## SUPPLIED ENTRIES
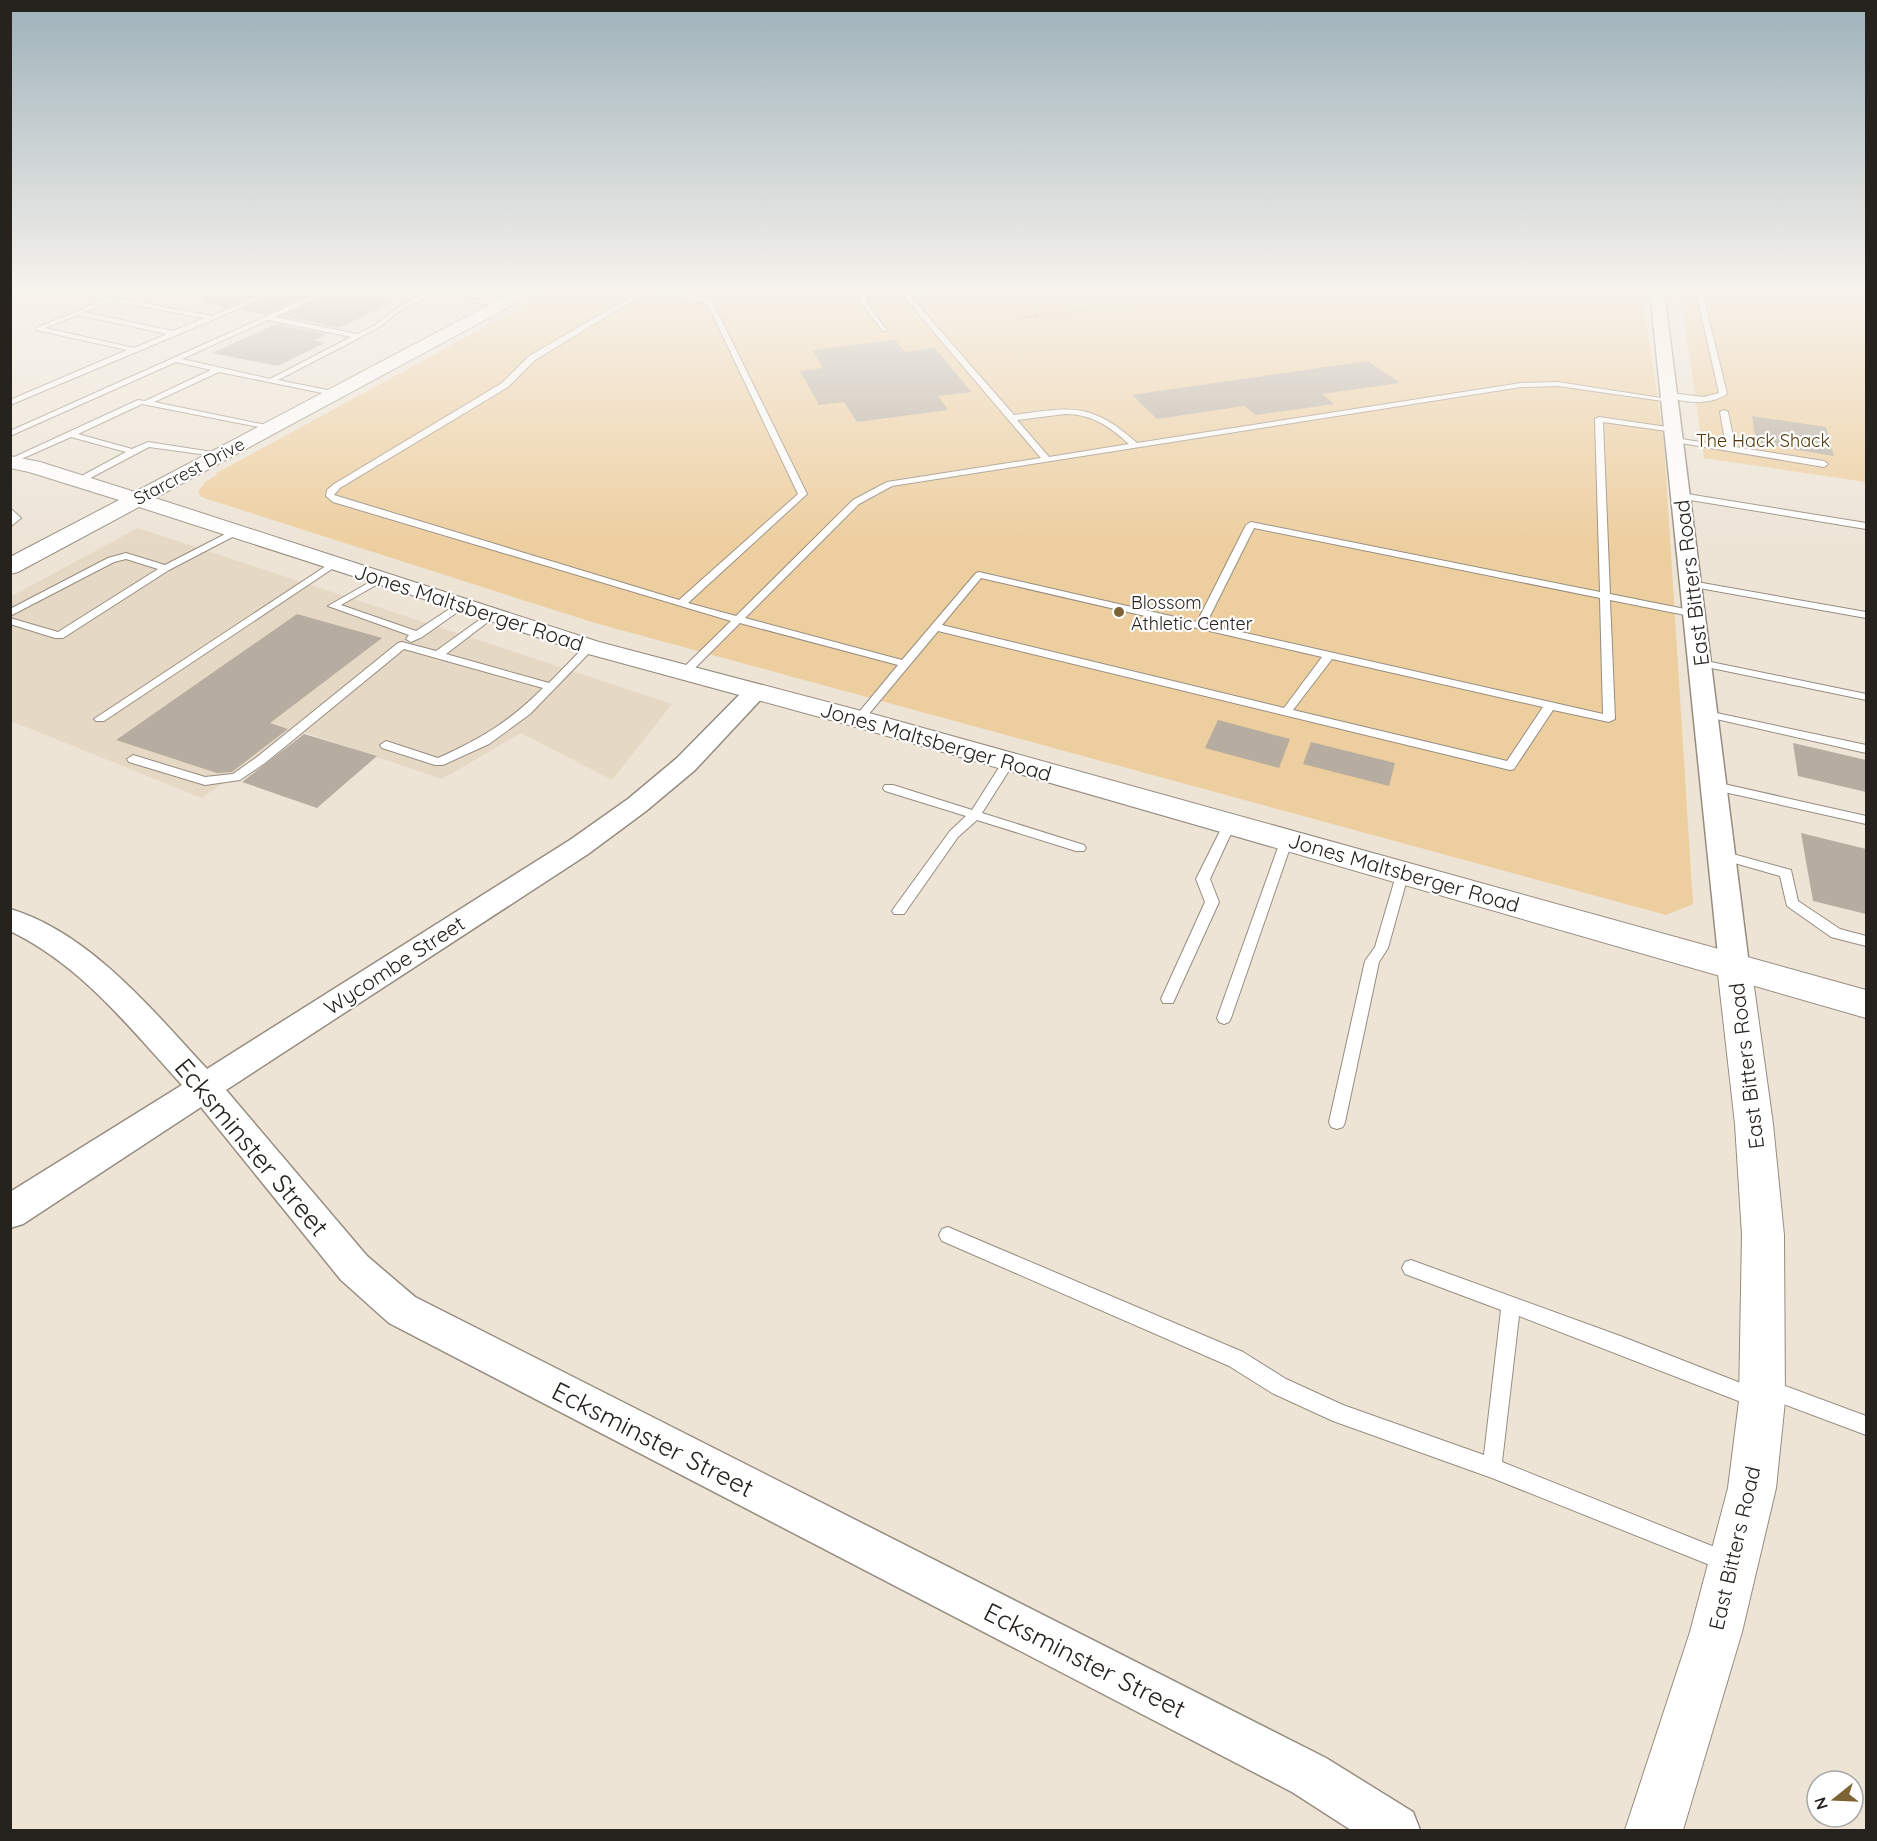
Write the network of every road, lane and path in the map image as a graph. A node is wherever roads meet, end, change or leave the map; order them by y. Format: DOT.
graph roads {
  1 [pos="72,377"];
  2 [pos="138,377"];
  3 [pos="202,377"];
  4 [pos="253,377"];
  5 [pos="279,377"];
  6 [pos="366,377"];
  7 [pos="513,377"];
  8 [pos="746,377"];
  9 [pos="977,377"];
  10 [pos="1667,377"];
  11 [pos="1719,377"];
  12 [pos="271,381"];
  13 [pos="334,394"];
  14 [pos="1670,398"];
  15 [pos="10,403"];
  16 [pos="146,403"];
  17 [pos="1724,412"];
  18 [pos="1012,418"];
  19 [pos="271,428"];
  20 [pos="10,434"];
  21 [pos="71,435"];
  22 [pos="1674,435"];
  23 [pos="1135,445"];
  24 [pos="1731,449"];
  25 [pos="134,452"];
  26 [pos="219,455"];
  27 [pos="1047,459"];
  28 [pos="11,462"];
  29 [pos="1824,464"];
  30 [pos="78,480"];
  31 [pos="1681,496"];
  32 [pos="137,499"];
  33 [pos="10,511"];
  34 [pos="10,524"];
  35 [pos="1866,526"];
  36 [pos="237,531"];
  37 [pos="14,562"];
  38 [pos="335,563"];
  39 [pos="166,567"];
  40 [pos="382,578"];
  41 [pos="1691,584"];
  42 [pos="1605,596"];
  43 [pos="464,604"];
  44 [pos="681,604"];
  45 [pos="10,614"];
  46 [pos="493,614"];
  47 [pos="1695,614"];
  48 [pos="1866,615"];
  49 [pos="738,620"];
  50 [pos="10,621"];
  51 [pos="1200,626"];
  52 [pos="936,627"];
  53 [pos="418,635"];
  54 [pos="402,645"];
  55 [pos="590,647"];
  56 [pos="438,655"];
  57 [pos="1329,655"];
  58 [pos="1701,663"];
  59 [pos="905,664"];
  60 [pos="686,671"];
  61 [pos="552,687"];
  62 [pos="756,691"];
  63 [pos="1866,697"];
  64 [pos="1550,706"];
  65 [pos="1287,711"];
  66 [pos="1707,714"];
  67 [pos="100,719"];
  68 [pos="859,719"];
  69 [pos="386,746"];
  70 [pos="1866,748"];
  71 [pos="133,759"];
  72 [pos="1009,761"];
  73 [pos="1715,786"];
  74 [pos="890,788"];
  75 [pos="974,816"];
  76 [pos="1866,820"];
  77 [pos="1230,823"];
  78 [pos="1287,839"];
  79 [pos="1080,848"];
  80 [pos="1722,855"];
  81 [pos="1403,872"];
  82 [pos="899,911"];
  83 [pos="10,919"];
  84 [pos="1866,941"];
  85 [pos="1734,965"];
  86 [pos="1168,999"];
  87 [pos="1866,1004"];
  88 [pos="1224,1018"];
  89 [pos="204,1087"];
  90 [pos="1337,1122"];
  91 [pos="10,1212"];
  92 [pos="948,1235"];
  93 [pos="1411,1268"];
  94 [pos="1511,1304"];
  95 [pos="1762,1393"];
  96 [pos="1866,1426"];
  97 [pos="1492,1468"];
  98 [pos="1733,1564"];
  99 [pos="1395,1830"];
  100 [pos="1654,1830"];
  1 -- 15 [label="lane"];
  2 -- 20 [label="lane"];
  3 -- 16 [label="lane"];
  4 -- 12 [label="lane"];
  5 -- 12 [label="lane"];
  6 -- 13 [label="main road, Starcrest Drive"];
  7 -- 44 [label="lane"];
  8 -- 44 [label="lane"];
  9 -- 18 [label="lane"];
  10 -- 14 [label="street, East Bitters Road"];
  11 -- 14 [label="lane"];
  12 -- 13 [label="lane"];
  13 -- 19 [label="main road, Starcrest Drive"];
  14 -- 22 [label="street, East Bitters Road"];
  14 -- 23 [label="lane"];
  16 -- 19 [label="lane"];
  16 -- 21 [label="lane"];
  17 -- 24 [label="lane"];
  18 -- 23 [label="lane"];
  18 -- 27 [label="lane"];
  19 -- 26 [label="main road, Starcrest Drive"];
  21 -- 25 [label="lane"];
  21 -- 28 [label="lane"];
  22 -- 24 [label="lane"];
  22 -- 31 [label="street, East Bitters Road"];
  22 -- 42 [label="lane"];
  23 -- 27 [label="lane"];
  24 -- 29 [label="lane"];
  25 -- 26 [label="lane"];
  25 -- 30 [label="lane"];
  26 -- 32 [label="main road, Starcrest Drive"];
  27 -- 49 [label="lane"];
  28 -- 30 [label="main road, Jones Maltsberger Road"];
  30 -- 32 [label="main road, Jones Maltsberger Road"];
  31 -- 35 [label="lane"];
  31 -- 41 [label="street, East Bitters Road"];
  32 -- 36 [label="main road, Jones Maltsberger Road"];
  32 -- 37 [label="main road, Starcrest Drive"];
  33 -- 34 [label="lane"];
  36 -- 38 [label="main road, Jones Maltsberger Road"];
  36 -- 39 [label="lane"];
  38 -- 40 [label="main road, Jones Maltsberger Road"];
  38 -- 67 [label="lane"];
  39 -- 45 [label="lane"];
  39 -- 50 [label="lane"];
  40 -- 43 [label="main road, Jones Maltsberger Road"];
  40 -- 53 [label="lane"];
  41 -- 47 [label="street, East Bitters Road"];
  41 -- 48 [label="lane"];
  42 -- 47 [label="lane"];
  42 -- 51 [label="lane"];
  42 -- 64 [label="lane"];
  43 -- 46 [label="main road, Jones Maltsberger Road"];
  43 -- 53 [label="lane"];
  44 -- 49 [label="lane"];
  46 -- 55 [label="main road, Jones Maltsberger Road"];
  46 -- 56 [label="lane"];
  47 -- 58 [label="street, East Bitters Road"];
  49 -- 59 [label="lane"];
  49 -- 60 [label="lane"];
  51 -- 52 [label="lane"];
  51 -- 57 [label="lane"];
  52 -- 59 [label="lane"];
  52 -- 65 [label="lane"];
  53 -- 54 [label="lane"];
  54 -- 56 [label="lane"];
  54 -- 71 [label="lane"];
  55 -- 60 [label="main road, Jones Maltsberger Road"];
  55 -- 61 [label="lane"];
  56 -- 61 [label="lane"];
  57 -- 64 [label="lane"];
  57 -- 65 [label="lane"];
  58 -- 63 [label="lane"];
  58 -- 66 [label="street, East Bitters Road"];
  59 -- 68 [label="lane"];
  60 -- 62 [label="main road, Jones Maltsberger Road"];
  61 -- 69 [label="lane"];
  62 -- 68 [label="main road, Jones Maltsberger Road"];
  62 -- 89 [label="street, Wycombe Street"];
  64 -- 65 [label="lane"];
  66 -- 70 [label="lane"];
  66 -- 73 [label="street, East Bitters Road"];
  68 -- 72 [label="main road, Jones Maltsberger Road"];
  72 -- 75 [label="lane"];
  72 -- 77 [label="main road, Jones Maltsberger Road"];
  73 -- 76 [label="lane"];
  73 -- 80 [label="street, East Bitters Road"];
  74 -- 75 [label="lane"];
  75 -- 79 [label="lane"];
  75 -- 82 [label="lane"];
  77 -- 78 [label="main road, Jones Maltsberger Road"];
  77 -- 86 [label="lane"];
  78 -- 81 [label="main road, Jones Maltsberger Road"];
  78 -- 88 [label="lane"];
  80 -- 84 [label="lane"];
  80 -- 85 [label="street, East Bitters Road"];
  81 -- 85 [label="main road, Jones Maltsberger Road"];
  81 -- 90 [label="lane"];
  83 -- 89 [label="street, Ecksminster Street"];
  85 -- 87 [label="main road, Jones Maltsberger Road"];
  85 -- 95 [label="main road, East Bitters Road"];
  89 -- 91 [label="street, Wycombe Street"];
  89 -- 99 [label="street, Ecksminster Street"];
  92 -- 97 [label="lane"];
  93 -- 94 [label="lane"];
  94 -- 95 [label="lane"];
  94 -- 97 [label="lane"];
  95 -- 96 [label="lane"];
  95 -- 98 [label="main road, East Bitters Road"];
  97 -- 98 [label="lane"];
  98 -- 100 [label="main road, East Bitters Road"];
}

## WHAT YOU SHOULD DO
Within the entries, find all lines that contain "Ecksminster" and copy each one.

## YOUR RESPONSE
  83 -- 89 [label="street, Ecksminster Street"];
  89 -- 99 [label="street, Ecksminster Street"];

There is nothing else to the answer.